A word-for-word copy of the following listing is needed. Leave out its images.

-------- Available data --------

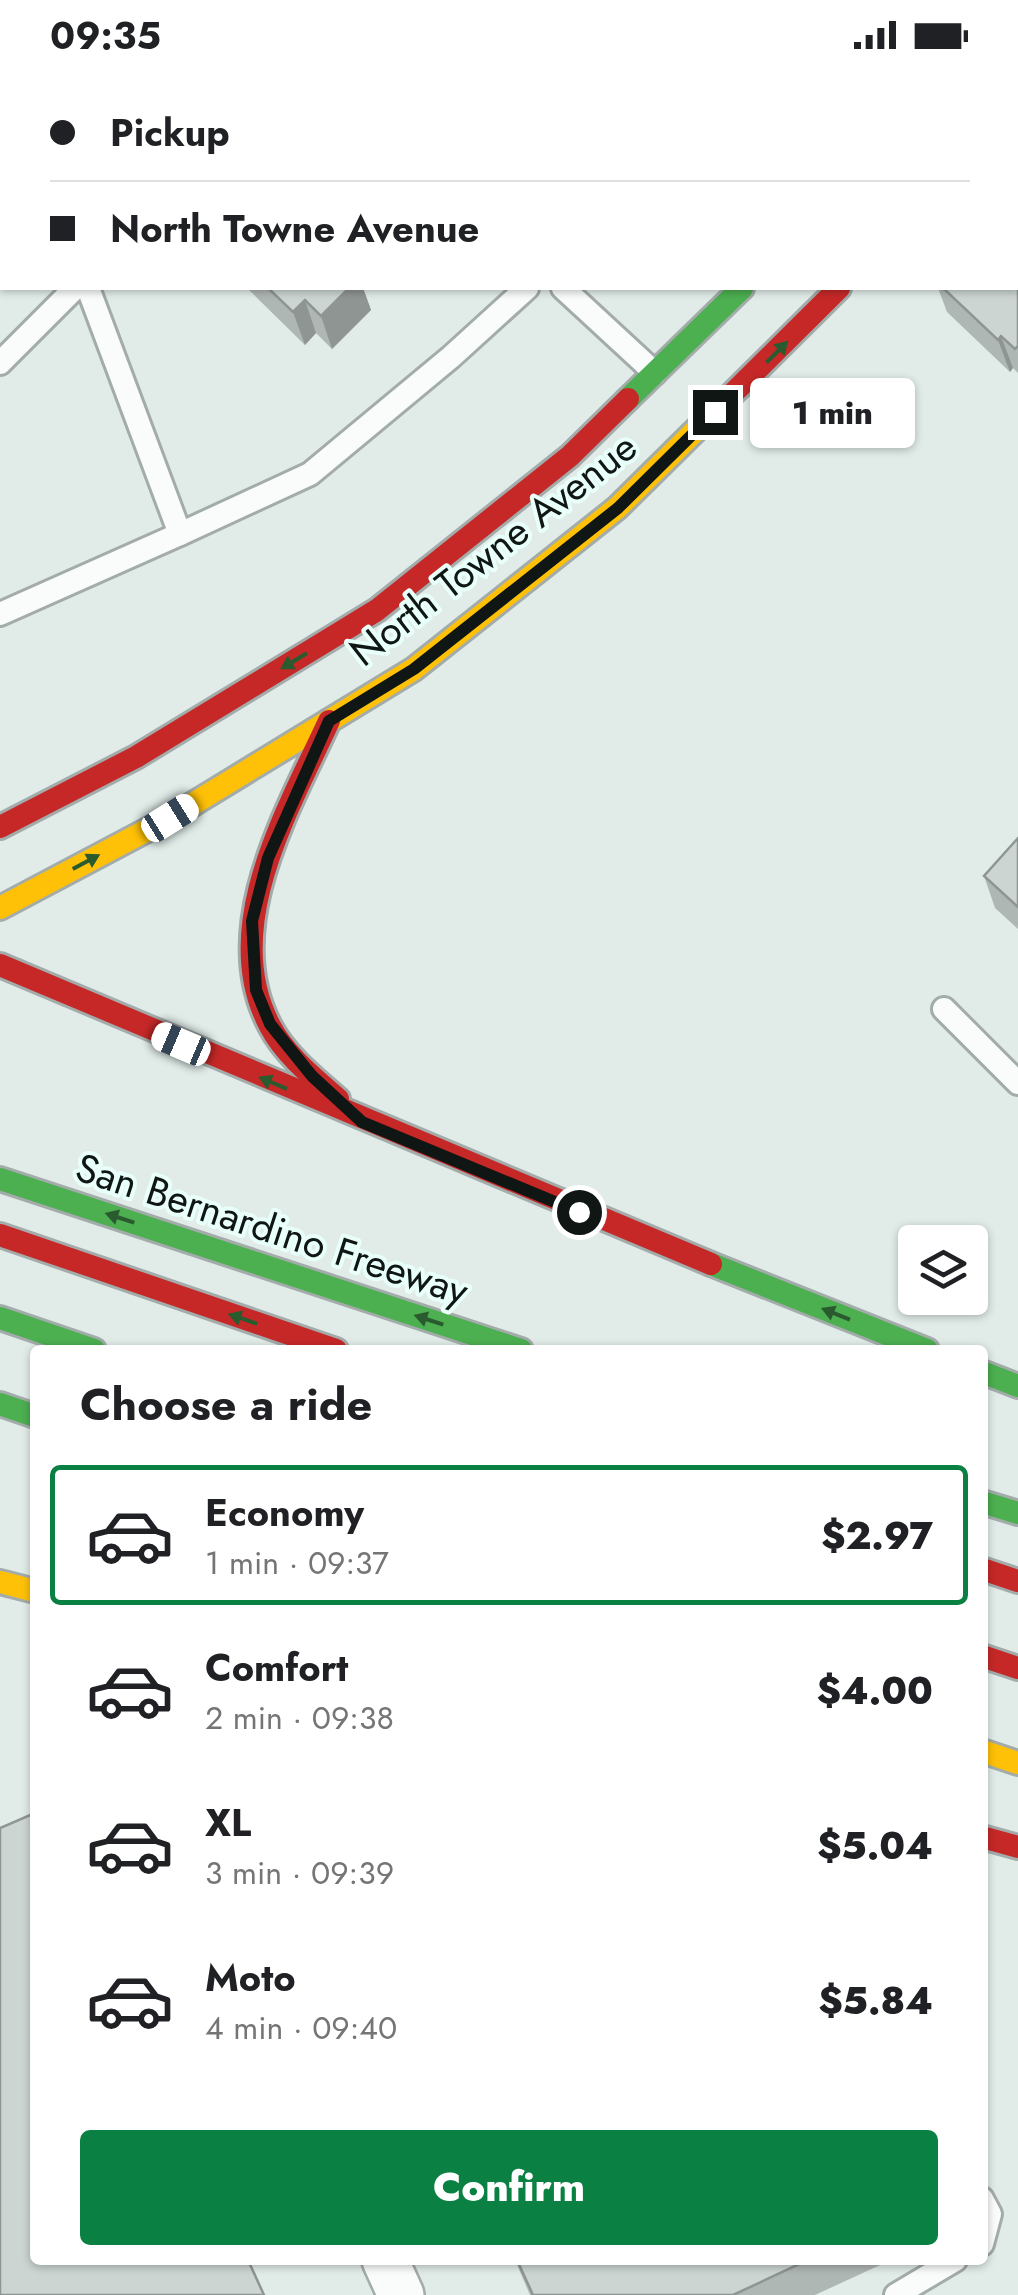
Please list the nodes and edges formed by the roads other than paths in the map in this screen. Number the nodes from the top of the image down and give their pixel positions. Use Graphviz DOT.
graph roads {
  1 [pos="74,290"];
  2 [pos="89,290"];
  3 [pos="525,290"];
  4 [pos="565,290"];
  5 [pos="740,290"];
  6 [pos="837,290"];
  7 [pos="0,363"];
  8 [pos="655,373"];
  9 [pos="180,534"];
  10 [pos="0,614"];
  11 [pos="329,721"];
  12 [pos="0,827"];
  13 [pos="0,908"];
  14 [pos="0,965"];
  15 [pos="944,1009"];
  16 [pos="1018,1083"];
  17 [pos="362,1122"];
  18 [pos="0,1178"];
  19 [pos="0,1236"];
  20 [pos="0,1318"];
  21 [pos="79,1345"];
  22 [pos="321,1345"];
  23 [pos="506,1345"];
  24 [pos="914,1345"];
  25 [pos="988,1374"];
  26 [pos="1018,1386"];
  27 [pos="0,1404"];
  28 [pos="30,1414"];
  29 [pos="988,1504"];
  30 [pos="1018,1513"];
  31 [pos="988,1571"];
  32 [pos="1018,1581"];
  33 [pos="0,1582"];
  34 [pos="30,1590"];
  35 [pos="988,1658"];
  36 [pos="1018,1668"];
  37 [pos="988,1752"];
  38 [pos="1018,1763"];
  39 [pos="988,1839"];
  40 [pos="1018,1847"];
  41 [pos="387,2265"];
  42 [pos="947,2265"];
  43 [pos="401,2295"];
  44 [pos="896,2295"];
  1 -- 7 [label="lane"];
  2 -- 9 [label="lane"];
  3 -- 9 [label="lane"];
  4 -- 8 [label="lane"];
  5 -- 8 [label="main road, North Towne Avenue"];
  11 -- 6 [label="main road, North Towne Avenue, one-way"];
  8 -- 12 [label="main road, North Towne Avenue, one-way"];
  9 -- 10 [label="lane"];
  13 -- 11 [label="main road, North Towne Avenue, one-way"];
  11 -- 17 [label="main road"];
  17 -- 14 [label="main road, one-way"];
  15 -- 16 [label="lane"];
  24 -- 17 [label="main road, one-way"];
  23 -- 18 [label="main road, San Bernardino Freeway, one-way"];
  22 -- 19 [label="main road, one-way"];
  20 -- 21 [label="main road"];
  25 -- 26 [label="main road"];
  27 -- 28 [label="main road"];
  29 -- 30 [label="main road"];
  31 -- 32 [label="main road"];
  33 -- 34 [label="main road"];
  35 -- 36 [label="main road"];
  37 -- 38 [label="main road"];
  39 -- 40 [label="main road"];
  41 -- 43 [label="street"];
  42 -- 44 [label="lane"];
}
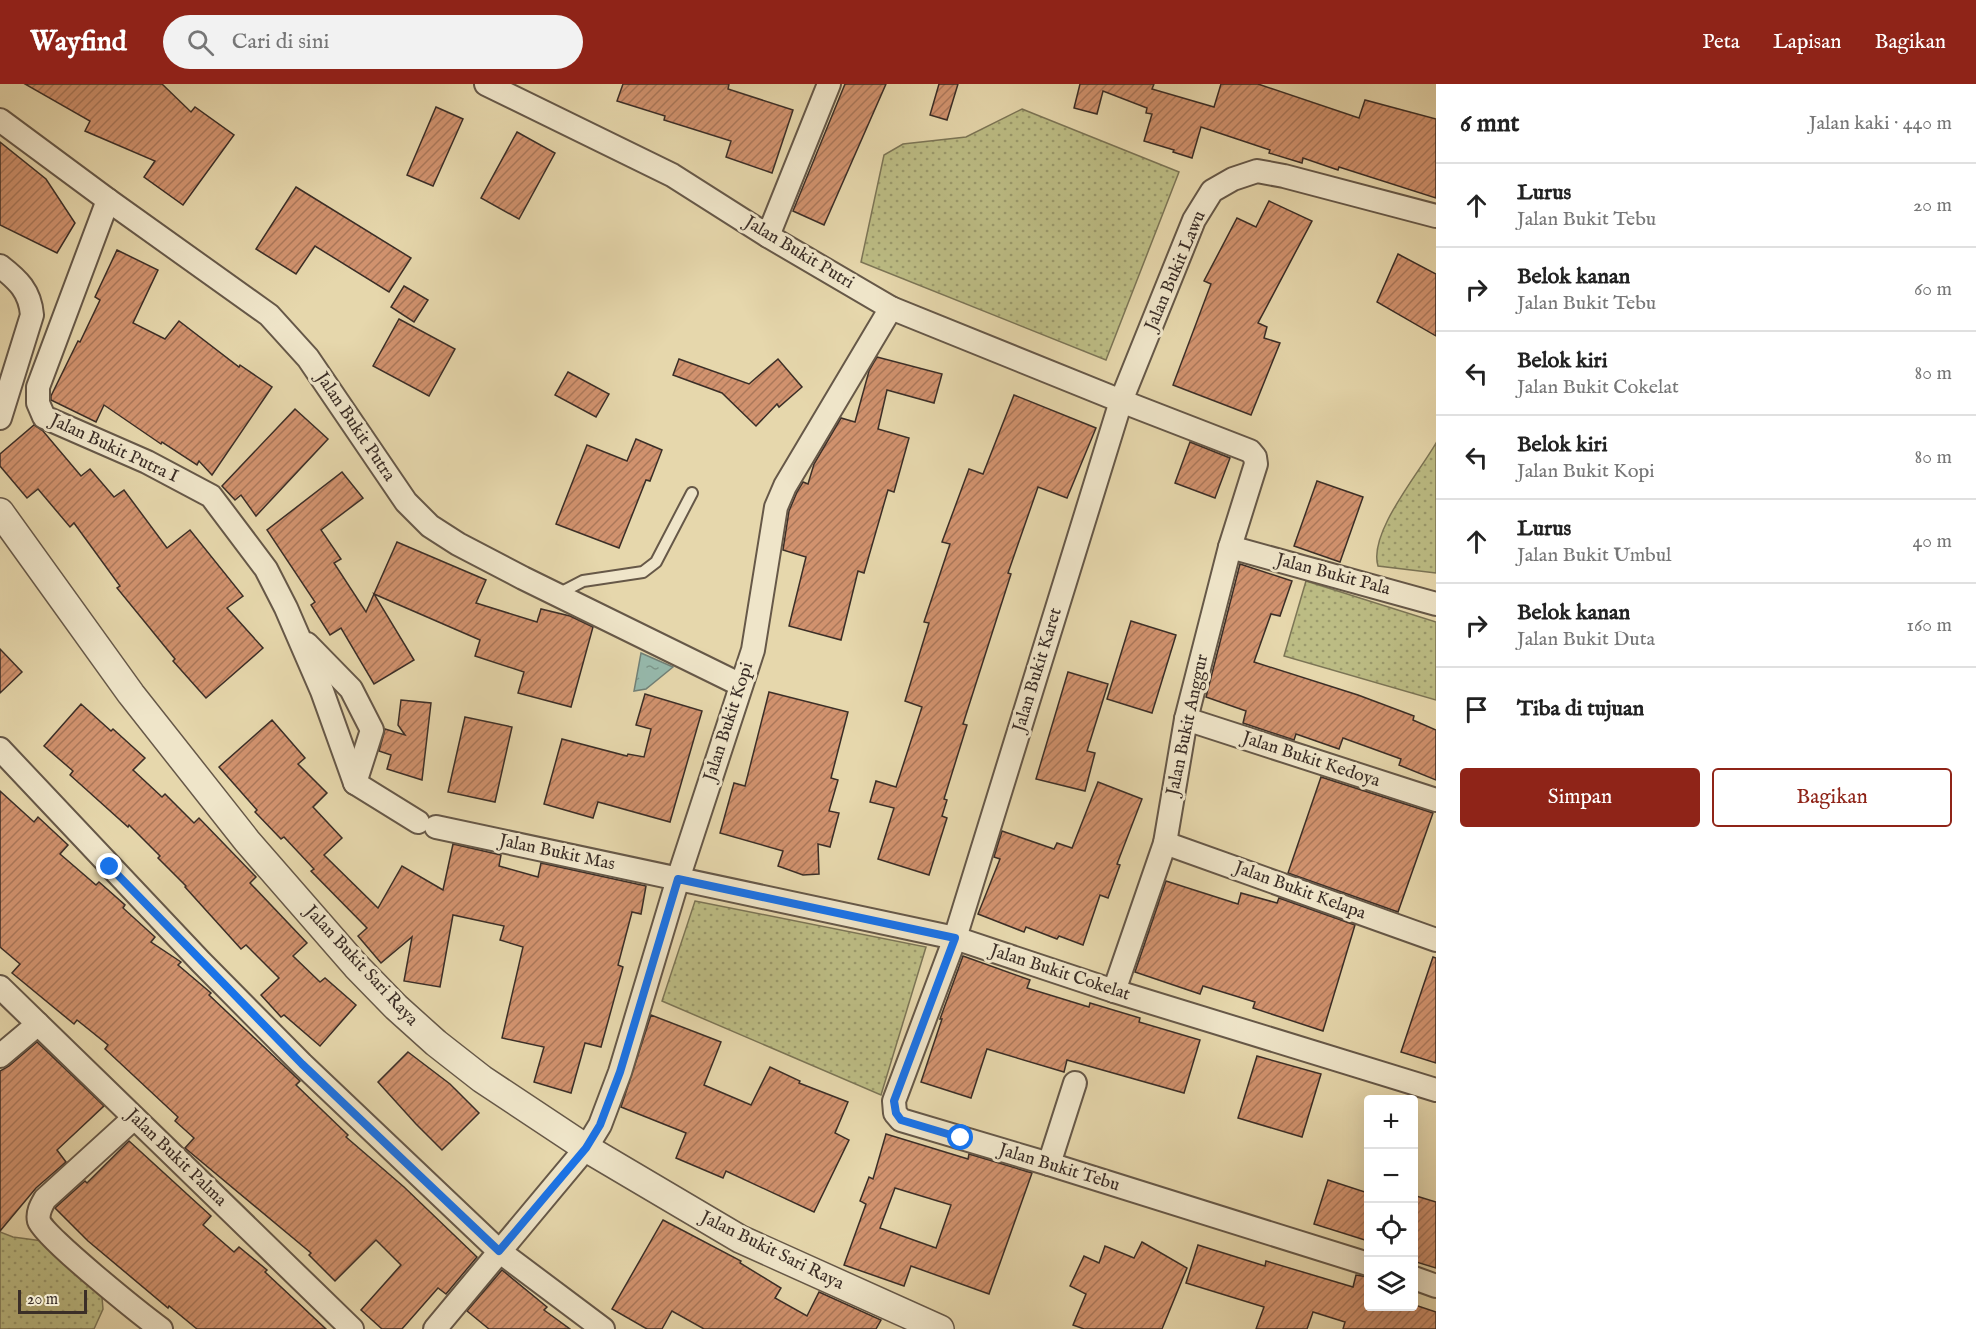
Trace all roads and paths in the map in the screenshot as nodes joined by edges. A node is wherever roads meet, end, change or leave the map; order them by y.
1 (486, 84) edge
2 (829, 84) edge
3 (0, 120) edge
4 (108, 200) junction
5 (1436, 216) edge
6 (768, 236) junction
7 (0, 266) edge
8 (891, 308) junction
9 (1121, 401) junction
10 (0, 418) edge
11 (1256, 457) joint
12 (692, 493) dead end
13 (0, 512) edge
14 (1230, 547) junction
15 (557, 594) junction
16 (1436, 604) edge
17 (297, 634) junction
18 (741, 685) junction
19 (1186, 719) junction
20 (0, 749) edge
21 (355, 783) junction
22 (1436, 800) edge
23 (1165, 843) junction
24 (678, 879) junction
25 (955, 938) junction
26 (1436, 940) edge
27 (0, 987) edge
28 (1114, 991) junction
29 (38, 1024) junction
30 (0, 1056) edge
31 (1076, 1083) dead end
32 (1436, 1090) edge
33 (134, 1118) junction
34 (586, 1148) junction
35 (1049, 1164) junction
36 (499, 1251) junction
37 (1364, 1263) edge
38 (1418, 1280) edge
39 (1436, 1286) edge
40 (161, 1329) edge
41 (352, 1329) edge
42 (435, 1329) edge
43 (603, 1329) edge
44 (940, 1329) edge

1 - 6 street, Jalan Bukit Putri
2 - 6 street
3 - 4 street, Jalan Bukit Putra
4 - 15 street, Jalan Bukit Putra
4 - 17 street, Jalan Bukit Putra I
5 - 9 street, Jalan Bukit Lawu
6 - 8 street, Jalan Bukit Putri
7 - 10 street
8 - 9 street, Jalan Bukit Putri
8 - 18 street, Jalan Bukit Kopi
9 - 11 street, Jalan Bukit Putri
9 - 25 street, Jalan Bukit Karet
11 - 14 street, Jalan Bukit Anggur
12 - 15 lane
13 - 34 street, Jalan Bukit Sari Raya
14 - 16 street, Jalan Bukit Pala
14 - 19 street, Jalan Bukit Anggur
15 - 18 street, Jalan Bukit Putra
17 - 21 street, Jalan Bukit Putra I
17 - 21 street, Jalan Bukit Putra I
18 - 24 street, Jalan Bukit Kopi
19 - 22 street, Jalan Bukit Kedoya
19 - 23 street, Jalan Bukit Anggur
20 - 36 street
21 - 24 street, Jalan Bukit Mas
23 - 26 street, Jalan Bukit Kelapa
23 - 28 street, Jalan Bukit Anggur
24 - 25 street, Jalan Bukit Cokelat
24 - 34 street, Jalan Bukit Kopi
25 - 28 street, Jalan Bukit Cokelat
25 - 35 street, Jalan Bukit Tebu
27 - 29 street, Jalan Bukit Palma
28 - 32 street, Jalan Bukit Cokelat
29 - 30 street
29 - 33 street, Jalan Bukit Palma
31 - 35 street
33 - 40 street
33 - 41 street, Jalan Bukit Palma
34 - 36 street, Jalan Bukit Kopi
34 - 44 street, Jalan Bukit Sari Raya
35 - 37 street, Jalan Bukit Tebu
36 - 42 street, Jalan Bukit Kopi
36 - 43 street
38 - 39 street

--------

* _Response to this exercise_
Please list the nodes and edges formed by the roads other than paths in the map in this screen. Number the nodes from the top of the image down and give their pixel positions. Use Graphviz DOT.
graph roads {
  1 [pos="74,290"];
  2 [pos="89,290"];
  3 [pos="525,290"];
  4 [pos="565,290"];
  5 [pos="740,290"];
  6 [pos="837,290"];
  7 [pos="0,363"];
  8 [pos="655,373"];
  9 [pos="180,534"];
  10 [pos="0,614"];
  11 [pos="329,721"];
  12 [pos="0,827"];
  13 [pos="0,908"];
  14 [pos="0,965"];
  15 [pos="944,1009"];
  16 [pos="1018,1083"];
  17 [pos="362,1122"];
  18 [pos="0,1178"];
  19 [pos="0,1236"];
  20 [pos="0,1318"];
  21 [pos="79,1345"];
  22 [pos="321,1345"];
  23 [pos="506,1345"];
  24 [pos="914,1345"];
  25 [pos="988,1374"];
  26 [pos="1018,1386"];
  27 [pos="0,1404"];
  28 [pos="30,1414"];
  29 [pos="988,1504"];
  30 [pos="1018,1513"];
  31 [pos="988,1571"];
  32 [pos="1018,1581"];
  33 [pos="0,1582"];
  34 [pos="30,1590"];
  35 [pos="988,1658"];
  36 [pos="1018,1668"];
  37 [pos="988,1752"];
  38 [pos="1018,1763"];
  39 [pos="988,1839"];
  40 [pos="1018,1847"];
  41 [pos="387,2265"];
  42 [pos="947,2265"];
  43 [pos="401,2295"];
  44 [pos="896,2295"];
  1 -- 7 [label="lane"];
  2 -- 9 [label="lane"];
  3 -- 9 [label="lane"];
  4 -- 8 [label="lane"];
  5 -- 8 [label="main road, North Towne Avenue"];
  11 -- 6 [label="main road, North Towne Avenue, one-way"];
  8 -- 12 [label="main road, North Towne Avenue, one-way"];
  9 -- 10 [label="lane"];
  13 -- 11 [label="main road, North Towne Avenue, one-way"];
  11 -- 17 [label="main road"];
  17 -- 14 [label="main road, one-way"];
  15 -- 16 [label="lane"];
  24 -- 17 [label="main road, one-way"];
  23 -- 18 [label="main road, San Bernardino Freeway, one-way"];
  22 -- 19 [label="main road, one-way"];
  20 -- 21 [label="main road"];
  25 -- 26 [label="main road"];
  27 -- 28 [label="main road"];
  29 -- 30 [label="main road"];
  31 -- 32 [label="main road"];
  33 -- 34 [label="main road"];
  35 -- 36 [label="main road"];
  37 -- 38 [label="main road"];
  39 -- 40 [label="main road"];
  41 -- 43 [label="street"];
  42 -- 44 [label="lane"];
}
Trace all roads and paths in the map in the screenshot as nodes joined by edges. A node is wherever roads meet, end, change or leave the map; order them by y.
1 (486, 84) edge
2 (829, 84) edge
3 (0, 120) edge
4 (108, 200) junction
5 (1436, 216) edge
6 (768, 236) junction
7 (0, 266) edge
8 (891, 308) junction
9 (1121, 401) junction
10 (0, 418) edge
11 (1256, 457) joint
12 (692, 493) dead end
13 (0, 512) edge
14 (1230, 547) junction
15 (557, 594) junction
16 (1436, 604) edge
17 (297, 634) junction
18 (741, 685) junction
19 (1186, 719) junction
20 (0, 749) edge
21 (355, 783) junction
22 (1436, 800) edge
23 (1165, 843) junction
24 (678, 879) junction
25 (955, 938) junction
26 (1436, 940) edge
27 (0, 987) edge
28 (1114, 991) junction
29 (38, 1024) junction
30 (0, 1056) edge
31 (1076, 1083) dead end
32 (1436, 1090) edge
33 (134, 1118) junction
34 (586, 1148) junction
35 (1049, 1164) junction
36 (499, 1251) junction
37 (1364, 1263) edge
38 (1418, 1280) edge
39 (1436, 1286) edge
40 (161, 1329) edge
41 (352, 1329) edge
42 (435, 1329) edge
43 (603, 1329) edge
44 (940, 1329) edge

1 - 6 street, Jalan Bukit Putri
2 - 6 street
3 - 4 street, Jalan Bukit Putra
4 - 15 street, Jalan Bukit Putra
4 - 17 street, Jalan Bukit Putra I
5 - 9 street, Jalan Bukit Lawu
6 - 8 street, Jalan Bukit Putri
7 - 10 street
8 - 9 street, Jalan Bukit Putri
8 - 18 street, Jalan Bukit Kopi
9 - 11 street, Jalan Bukit Putri
9 - 25 street, Jalan Bukit Karet
11 - 14 street, Jalan Bukit Anggur
12 - 15 lane
13 - 34 street, Jalan Bukit Sari Raya
14 - 16 street, Jalan Bukit Pala
14 - 19 street, Jalan Bukit Anggur
15 - 18 street, Jalan Bukit Putra
17 - 21 street, Jalan Bukit Putra I
17 - 21 street, Jalan Bukit Putra I
18 - 24 street, Jalan Bukit Kopi
19 - 22 street, Jalan Bukit Kedoya
19 - 23 street, Jalan Bukit Anggur
20 - 36 street
21 - 24 street, Jalan Bukit Mas
23 - 26 street, Jalan Bukit Kelapa
23 - 28 street, Jalan Bukit Anggur
24 - 25 street, Jalan Bukit Cokelat
24 - 34 street, Jalan Bukit Kopi
25 - 28 street, Jalan Bukit Cokelat
25 - 35 street, Jalan Bukit Tebu
27 - 29 street, Jalan Bukit Palma
28 - 32 street, Jalan Bukit Cokelat
29 - 30 street
29 - 33 street, Jalan Bukit Palma
31 - 35 street
33 - 40 street
33 - 41 street, Jalan Bukit Palma
34 - 36 street, Jalan Bukit Kopi
34 - 44 street, Jalan Bukit Sari Raya
35 - 37 street, Jalan Bukit Tebu
36 - 42 street, Jalan Bukit Kopi
36 - 43 street
38 - 39 street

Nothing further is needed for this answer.